Tiré du magazine paroissial L’Essentiel, paroisse Saint-Laurent Estavayer / Au large (FR), mai-juin 2020
Par Bruno Marcello, de Fétigny, président de l’Apostolat mondial de Fatima | Photo: Marianne Berset
Participant depuis de nombreuses années à l’organisation du pèlerinage vers Notre-Dame de Fatima, je voudrais vous donner quelques réflexions de cet endroit du Portugal, situé à mi-chemin entre Lisbonne et Porto.L’originalité de Fatima, c’est d’être l’Evangile que Dieu nous annonce pour le temps actuel que nous vivons : siècle d’inventions, de découvertes multiples, mais aussi, et surtout de négations de l’au-delà dans la pratique religieuse.
Pour lutter contre la perte de ces valeurs chrétiennes, la Vierge est venue nous demander et nous proposer un certain nombre de moyens; la prière quotidienne (dont le chapelet), l’assistance à la messe et l’offrande de nos souffrances.
« A la fin, mon cœur immaculé triomphera »
Voilà le message donné à trois petits bergers.
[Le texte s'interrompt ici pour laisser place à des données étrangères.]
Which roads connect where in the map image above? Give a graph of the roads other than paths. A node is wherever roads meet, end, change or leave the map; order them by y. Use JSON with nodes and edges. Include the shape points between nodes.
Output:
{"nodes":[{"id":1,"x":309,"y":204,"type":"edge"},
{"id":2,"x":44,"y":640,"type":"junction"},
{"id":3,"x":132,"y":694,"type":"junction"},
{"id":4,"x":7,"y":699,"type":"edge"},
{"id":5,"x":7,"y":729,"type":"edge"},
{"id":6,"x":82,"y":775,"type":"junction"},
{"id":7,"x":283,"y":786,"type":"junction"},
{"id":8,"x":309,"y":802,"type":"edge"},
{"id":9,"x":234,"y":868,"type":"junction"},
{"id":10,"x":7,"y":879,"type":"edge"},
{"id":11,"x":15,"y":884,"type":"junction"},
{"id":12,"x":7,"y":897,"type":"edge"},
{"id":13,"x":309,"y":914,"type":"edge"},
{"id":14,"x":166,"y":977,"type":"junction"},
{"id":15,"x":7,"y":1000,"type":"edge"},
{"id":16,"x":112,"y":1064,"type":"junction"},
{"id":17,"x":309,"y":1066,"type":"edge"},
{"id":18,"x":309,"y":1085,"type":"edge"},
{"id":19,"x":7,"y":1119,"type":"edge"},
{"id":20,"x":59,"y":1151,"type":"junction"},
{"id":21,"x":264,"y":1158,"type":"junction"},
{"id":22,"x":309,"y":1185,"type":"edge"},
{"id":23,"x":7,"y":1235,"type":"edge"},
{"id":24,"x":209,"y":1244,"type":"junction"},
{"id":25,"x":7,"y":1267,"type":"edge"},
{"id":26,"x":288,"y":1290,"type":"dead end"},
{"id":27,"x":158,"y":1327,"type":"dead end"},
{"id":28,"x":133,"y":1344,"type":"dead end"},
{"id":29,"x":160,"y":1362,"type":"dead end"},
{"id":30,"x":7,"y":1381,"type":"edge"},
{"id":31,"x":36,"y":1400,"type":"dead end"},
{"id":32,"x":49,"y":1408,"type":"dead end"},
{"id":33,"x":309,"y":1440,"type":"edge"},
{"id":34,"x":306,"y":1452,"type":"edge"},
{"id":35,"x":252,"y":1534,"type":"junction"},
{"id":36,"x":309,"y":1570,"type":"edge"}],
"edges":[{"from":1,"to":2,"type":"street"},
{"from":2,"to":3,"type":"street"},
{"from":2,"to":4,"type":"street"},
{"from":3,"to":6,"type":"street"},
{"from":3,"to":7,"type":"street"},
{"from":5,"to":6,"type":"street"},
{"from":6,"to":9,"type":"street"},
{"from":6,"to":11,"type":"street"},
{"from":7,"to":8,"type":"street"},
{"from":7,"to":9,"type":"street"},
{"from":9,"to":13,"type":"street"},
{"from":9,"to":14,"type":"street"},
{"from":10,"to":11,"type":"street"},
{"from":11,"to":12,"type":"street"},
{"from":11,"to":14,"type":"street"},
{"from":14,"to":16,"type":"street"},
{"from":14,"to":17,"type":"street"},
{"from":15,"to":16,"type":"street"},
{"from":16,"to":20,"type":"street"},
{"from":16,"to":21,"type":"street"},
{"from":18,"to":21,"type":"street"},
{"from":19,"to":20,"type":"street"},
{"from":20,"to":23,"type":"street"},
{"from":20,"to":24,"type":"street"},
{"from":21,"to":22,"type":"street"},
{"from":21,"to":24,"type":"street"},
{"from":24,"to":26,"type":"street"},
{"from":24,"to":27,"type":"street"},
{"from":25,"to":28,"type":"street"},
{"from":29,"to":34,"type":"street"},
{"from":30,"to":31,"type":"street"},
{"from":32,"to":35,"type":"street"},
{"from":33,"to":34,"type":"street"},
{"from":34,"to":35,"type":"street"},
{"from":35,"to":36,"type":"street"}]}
Lucie 10 ans, François 9 ans, Jacinthe 7 ans, à qui elle a dit, je cite : « A la fin, mon cœur Immaculé triomphera. »
Pourquoi prendre part à un pèlerinage aujourd’hui ?
Pour prier en Eglise et conforter sa foi, ou pour une recherche en spiritualité.
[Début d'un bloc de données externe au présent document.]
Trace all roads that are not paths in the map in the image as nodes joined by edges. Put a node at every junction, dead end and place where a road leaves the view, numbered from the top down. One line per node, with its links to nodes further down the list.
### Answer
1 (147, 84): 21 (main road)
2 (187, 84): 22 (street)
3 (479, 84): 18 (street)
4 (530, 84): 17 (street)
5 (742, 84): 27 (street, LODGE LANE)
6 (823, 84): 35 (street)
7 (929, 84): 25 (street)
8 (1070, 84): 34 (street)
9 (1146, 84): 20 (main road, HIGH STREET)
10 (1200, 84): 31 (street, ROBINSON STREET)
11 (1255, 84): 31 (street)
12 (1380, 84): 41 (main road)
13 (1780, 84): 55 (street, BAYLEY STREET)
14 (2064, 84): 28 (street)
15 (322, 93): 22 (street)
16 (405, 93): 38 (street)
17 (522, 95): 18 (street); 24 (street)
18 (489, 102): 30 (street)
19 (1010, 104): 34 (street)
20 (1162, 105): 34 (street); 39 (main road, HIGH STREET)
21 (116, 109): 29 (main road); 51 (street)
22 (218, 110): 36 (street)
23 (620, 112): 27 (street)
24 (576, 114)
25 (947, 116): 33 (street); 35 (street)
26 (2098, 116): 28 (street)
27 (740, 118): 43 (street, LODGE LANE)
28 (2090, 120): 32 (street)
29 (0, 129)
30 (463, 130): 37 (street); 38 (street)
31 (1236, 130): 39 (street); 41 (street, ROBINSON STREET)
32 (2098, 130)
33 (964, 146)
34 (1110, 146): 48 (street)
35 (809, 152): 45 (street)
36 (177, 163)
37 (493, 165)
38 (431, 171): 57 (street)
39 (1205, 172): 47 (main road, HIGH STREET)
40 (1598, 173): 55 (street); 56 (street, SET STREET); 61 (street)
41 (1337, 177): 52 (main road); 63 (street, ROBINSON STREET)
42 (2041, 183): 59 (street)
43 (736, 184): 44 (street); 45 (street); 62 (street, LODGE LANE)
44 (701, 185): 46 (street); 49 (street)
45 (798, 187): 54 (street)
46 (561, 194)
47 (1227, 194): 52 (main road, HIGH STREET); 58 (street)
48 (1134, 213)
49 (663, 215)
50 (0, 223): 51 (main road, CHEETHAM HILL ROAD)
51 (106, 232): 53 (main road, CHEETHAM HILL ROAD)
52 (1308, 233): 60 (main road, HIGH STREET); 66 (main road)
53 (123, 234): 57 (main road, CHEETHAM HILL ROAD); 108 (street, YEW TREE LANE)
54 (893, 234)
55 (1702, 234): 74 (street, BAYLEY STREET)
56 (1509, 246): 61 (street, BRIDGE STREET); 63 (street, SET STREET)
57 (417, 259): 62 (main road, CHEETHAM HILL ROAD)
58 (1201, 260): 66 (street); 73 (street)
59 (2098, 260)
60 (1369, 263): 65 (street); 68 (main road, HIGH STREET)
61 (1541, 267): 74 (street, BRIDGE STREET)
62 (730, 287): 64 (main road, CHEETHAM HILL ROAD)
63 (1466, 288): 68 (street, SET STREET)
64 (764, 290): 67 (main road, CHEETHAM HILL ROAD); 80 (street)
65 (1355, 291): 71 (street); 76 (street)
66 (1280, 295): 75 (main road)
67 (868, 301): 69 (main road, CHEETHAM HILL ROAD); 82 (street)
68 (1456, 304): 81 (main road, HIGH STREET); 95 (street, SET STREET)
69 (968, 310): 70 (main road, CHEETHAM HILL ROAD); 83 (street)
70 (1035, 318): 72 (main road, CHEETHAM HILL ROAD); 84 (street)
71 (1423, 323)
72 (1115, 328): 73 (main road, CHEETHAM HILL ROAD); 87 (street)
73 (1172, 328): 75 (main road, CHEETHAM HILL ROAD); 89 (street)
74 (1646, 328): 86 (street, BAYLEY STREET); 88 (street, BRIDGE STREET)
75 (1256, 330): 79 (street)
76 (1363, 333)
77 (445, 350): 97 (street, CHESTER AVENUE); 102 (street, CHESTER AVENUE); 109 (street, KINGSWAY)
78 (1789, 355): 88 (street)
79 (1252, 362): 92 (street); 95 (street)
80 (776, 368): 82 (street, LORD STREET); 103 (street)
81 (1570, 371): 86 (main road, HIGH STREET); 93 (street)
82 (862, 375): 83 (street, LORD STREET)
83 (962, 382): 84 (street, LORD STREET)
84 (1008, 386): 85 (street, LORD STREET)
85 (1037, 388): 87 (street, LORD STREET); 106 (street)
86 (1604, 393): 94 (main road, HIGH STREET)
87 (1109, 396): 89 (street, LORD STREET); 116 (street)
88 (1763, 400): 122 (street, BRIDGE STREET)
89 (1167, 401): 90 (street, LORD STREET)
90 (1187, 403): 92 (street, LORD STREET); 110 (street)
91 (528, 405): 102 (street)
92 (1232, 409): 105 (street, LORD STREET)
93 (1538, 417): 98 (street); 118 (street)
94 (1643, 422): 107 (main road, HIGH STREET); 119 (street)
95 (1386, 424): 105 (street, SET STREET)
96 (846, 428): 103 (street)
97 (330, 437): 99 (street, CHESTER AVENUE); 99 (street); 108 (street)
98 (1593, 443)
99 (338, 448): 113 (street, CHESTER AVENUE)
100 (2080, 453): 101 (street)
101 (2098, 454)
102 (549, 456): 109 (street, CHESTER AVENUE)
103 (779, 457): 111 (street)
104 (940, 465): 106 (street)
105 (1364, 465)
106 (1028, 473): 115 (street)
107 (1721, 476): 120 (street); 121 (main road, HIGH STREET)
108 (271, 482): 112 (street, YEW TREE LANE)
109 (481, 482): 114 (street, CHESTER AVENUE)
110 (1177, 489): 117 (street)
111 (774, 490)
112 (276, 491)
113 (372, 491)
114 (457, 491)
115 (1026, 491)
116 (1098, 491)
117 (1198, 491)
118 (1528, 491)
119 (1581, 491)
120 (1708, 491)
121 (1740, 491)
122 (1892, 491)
Pour remercier ou demander une guérison, ou simplement, partager et échanger avec d’autres pèlerins.
Plusieurs papes se sont rendus en ce lieu béni, pour diverses raisons !
Paul VI, à l’occasion du 50e anniversaire des apparitions.
Jean-Paul II en reconnaissance et en remerciement à la Vierge après l’attentat de 1981, et pour béatifier François et Jacinthe en l’an 2000.
Le pape François s’y est rendu pour leur canonisation en 2017.
Beaucoup de pèlerins aiment s’en retourner à Fatima.
Ceci, afin de revivre les moments intenses d’une procession aux flambeaux, où des milliers de lumignons s’élèvent vers le ciel au passage de la Vierge en chantant l’Ave Maria.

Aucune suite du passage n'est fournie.